The Long March of Imperialism
Men and women of reason may not understand how Muslims can take a perverted pleasure in exterminating languages with rich poetic and literary traditions. It should suffice to remember that Muslims are very serious when they claim that the Qur'an is the greatest book ever written. What, they ask, is the point in wanting to read anything else? The disease has spread wide, with varying degrees of success. The Malay language was transformed into the Arabic script, even though a lot of its vocabulary is distinctly Sanskrit. The word the constitution of Malaysia uses for a Malay Muslim, the first-class citizen above the non-Muslim Indians and Chinese, is “Bumiputra” Sanskrit for “son of the soil.” Predating the revolt of the Bengalis was Mustafa Kemal's modernization of Turkey, which dropped the Arabic script and Ottoman Turkish, and brought in the Latin alphabet to make the language more modern and scientific. Both were better alternatives to the cultural extermination strategy of the Inquisition in the Iberian Peninsula, which wiped out both Islam and Arab culture with ruthless severity, sparing not even the poets and intellectuals, and their works, all sacrificed at the altar of Roman Catholicism.
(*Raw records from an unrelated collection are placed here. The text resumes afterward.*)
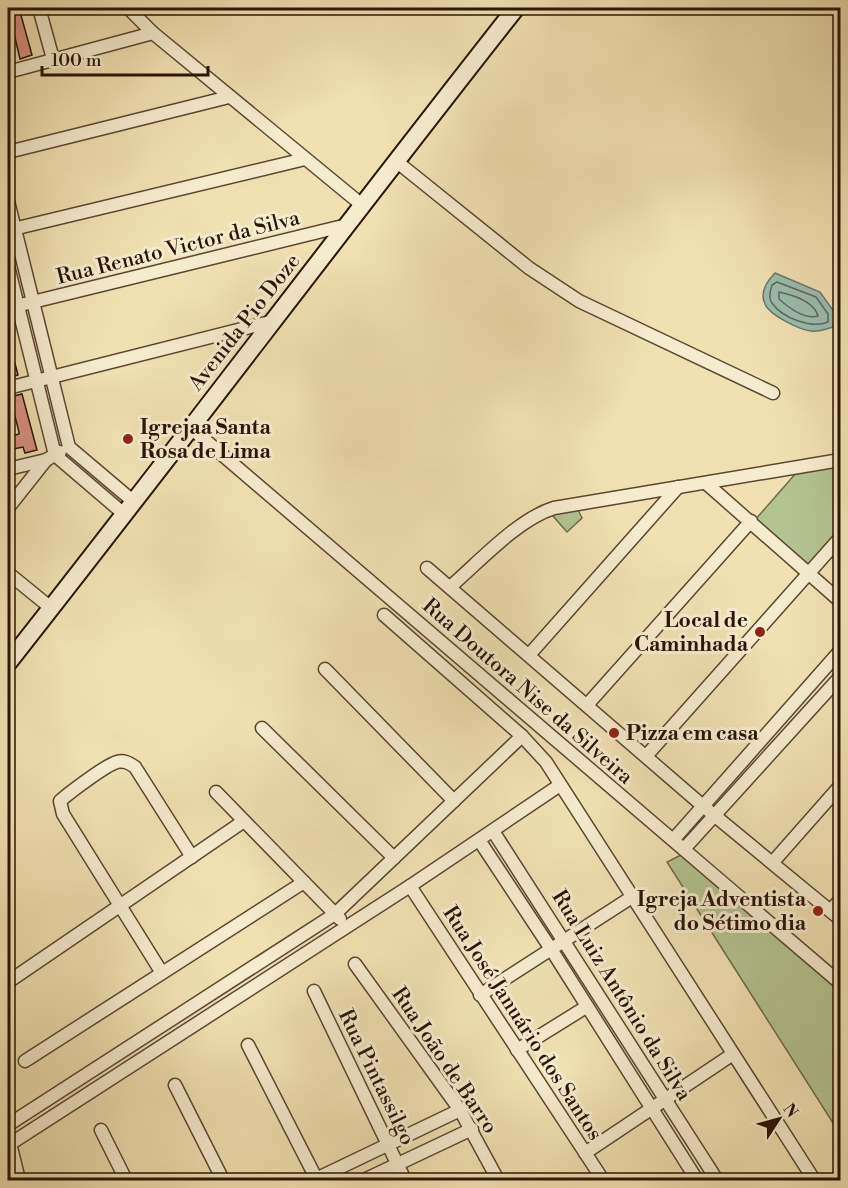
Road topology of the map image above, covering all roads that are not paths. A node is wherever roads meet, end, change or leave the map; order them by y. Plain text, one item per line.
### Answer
1 (39, 8) edge
2 (128, 8) edge
3 (516, 8) edge
4 (153, 33) junction
5 (53, 60) junction
6 (8, 72) edge
7 (229, 97) junction
8 (8, 152) edge
9 (305, 159) junction
10 (396, 162) junction
11 (8, 201) edge
12 (362, 205) junction
13 (347, 225) junction
14 (11, 230) edge
15 (8, 266) edge
16 (32, 303) junction
17 (13, 307) edge
18 (276, 320) junction
19 (51, 377) junction
20 (35, 381) junction
21 (8, 388) edge
22 (773, 393) dead end
23 (191, 428) junction
24 (69, 447) junction
25 (51, 457) junction
26 (840, 460) edge
27 (8, 469) edge
28 (707, 484) junction
29 (678, 487) junction
30 (8, 508) edge
31 (129, 508) junction
32 (751, 521) junction
33 (840, 538) edge
34 (427, 568) dead end
35 (8, 573) edge
36 (809, 573) junction
37 (450, 587) junction
38 (840, 601) edge
39 (51, 608) junction
40 (384, 615) dead end
41 (840, 651) edge
42 (529, 655) junction
43 (8, 663) edge
44 (325, 669) dead end
45 (840, 677) edge
46 (587, 705) junction
47 (262, 728) dead end
48 (522, 736) junction
49 (647, 755) junction
50 (561, 785) junction
51 (840, 786) edge
52 (216, 792) dead end
53 (454, 801) junction
54 (703, 806) junction
55 (715, 815) junction
56 (244, 821) junction
57 (493, 831) junction
58 (479, 840) junction
59 (673, 840) junction
60 (684, 849) junction
61 (192, 856) junction
62 (394, 858) junction
63 (773, 862) junction
64 (303, 882) junction
65 (410, 886) junction
66 (632, 897) junction
67 (840, 900) edge
68 (120, 905) junction
69 (335, 914) junction
70 (836, 914) edge
71 (346, 927) junction
72 (565, 940) junction
73 (550, 949) junction
74 (355, 964) dead end
75 (162, 973) junction
76 (8, 982) edge
77 (840, 983) edge
78 (314, 991) dead end
79 (480, 995) junction
80 (586, 1007) junction
81 (174, 1018) junction
82 (184, 1032) junction
83 (248, 1045) dead end
84 (517, 1050) junction
85 (733, 1054) junction
86 (25, 1061) dead end
87 (175, 1085) dead end
88 (664, 1100) junction
89 (651, 1108) junction
90 (460, 1110) junction
91 (8, 1125) edge
92 (101, 1130) dead end
93 (472, 1130) junction
94 (9, 1139) edge
95 (387, 1145) junction
96 (585, 1153) junction
97 (398, 1165) junction
98 (811, 1175) dead end
99 (19, 1180) edge
100 (126, 1180) edge
101 (223, 1180) edge
102 (316, 1180) edge
103 (364, 1180) edge
104 (405, 1180) edge
105 (498, 1180) edge
106 (603, 1180) edge
107 (697, 1180) edge
108 (717, 1180) edge

1 - 5 street
2 - 4 street
3 - 10 street, Avenida Pio Doze
4 - 5 street
4 - 7 street
5 - 6 street
7 - 8 street
7 - 9 street
9 - 12 street
9 - 14 street
10 - 12 street, Avenida Pio Doze
10 - 22 street
11 - 14 street
12 - 13 street, Avenida Pio Doze
13 - 16 street, Rua Renato Victor da Silva
13 - 18 street, Avenida Pio Doze
14 - 16 street
15 - 17 street
16 - 17 street, Rua Renato Victor da Silva
16 - 19 street
17 - 20 street
18 - 19 street
18 - 23 street, Avenida Pio Doze
19 - 20 street
19 - 24 street
20 - 21 street
20 - 25 street
23 - 31 street, Avenida Pio Doze
23 - 59 street, Rua Doutora Nise da Silveira
24 - 25 street
24 - 31 street
25 - 27 street
25 - 30 street
25 - 31 street
26 - 28 street, Rua Doutora Nise da Silveira
28 - 29 street, Rua Doutora Nise da Silveira
28 - 32 street
29 - 37 street, Rua Doutora Nise da Silveira
29 - 42 street
31 - 39 street, Avenida Pio Doze
32 - 36 street
32 - 46 street
33 - 36 street
34 - 37 street
35 - 39 street
36 - 38 street
36 - 49 street
37 - 42 street
39 - 43 street, Avenida Pio Doze
40 - 48 street
41 - 54 street
42 - 46 street
44 - 53 street
45 - 55 street
46 - 49 street
47 - 62 street
48 - 50 street
48 - 53 street
49 - 54 street
50 - 57 street
50 - 66 street
51 - 63 street
52 - 56 street
53 - 62 street
54 - 55 street
54 - 59 street
55 - 60 street
55 - 63 street
56 - 61 street
56 - 64 street
57 - 58 street
57 - 72 street, Rua Luiz Antônio da Silva
58 - 65 street
58 - 73 street, Rua Luiz Antônio da Silva
59 - 60 street, Rua Doutora Nise da Silveira
60 - 77 street, Rua Doutora Nise da Silveira
61 - 68 street
61 - 68 street
62 - 69 street
63 - 70 street
64 - 69 street
64 - 75 street
65 - 71 street
65 - 79 street, Rua José Januário dos Santos
66 - 72 street
66 - 85 street
67 - 70 street
68 - 75 street
68 - 76 street
69 - 71 street
69 - 81 street
71 - 82 street
72 - 73 street
72 - 88 street, Rua Luiz Antônio da Silva
73 - 79 street
73 - 80 street, Rua Luiz Antônio da Silva
74 - 90 street, Rua João de Barro
75 - 86 street
78 - 95 street, Rua Pintassilgo
79 - 84 street, Rua José Januário dos Santos
80 - 84 street
80 - 89 street, Rua Luiz Antônio da Silva
81 - 82 street
81 - 91 street
82 - 94 street
83 - 102 street
84 - 96 street, Rua José Januário dos Santos
85 - 88 street
85 - 98 street
87 - 101 street
88 - 89 street
88 - 108 street, Rua Luiz Antônio da Silva
89 - 96 street
89 - 107 street, Rua Luiz Antônio da Silva
90 - 93 street, Rua João de Barro
90 - 95 street
92 - 100 street
93 - 97 street
93 - 105 street, Rua João de Barro
94 - 99 street
95 - 97 street, Rua Pintassilgo
95 - 102 street
96 - 106 street, Rua José Januário dos Santos
97 - 103 street
97 - 104 street, Rua Pintassilgo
Yet when even the “moderate” Iranian political and religious leader Akbar Hashemi Rafsanjani proclaims that one day, there will be no more Farsi and only the pure Arabic will be spoken across the world, it is clear that Islam's ambitions of linguistic imperialism are far from dead. Indeed, Muslims have lately been informed that the Farsi word for God, “Khuda,” has to be dropped in favor of “Allah,” so the traditional goodbye of “Khuda Hafiz” (“May God Protect You”) becomes “Allah Hafiz.”
From partitioning languages and nations, to simple greetings–in Islamic imperialism, every triviality counts.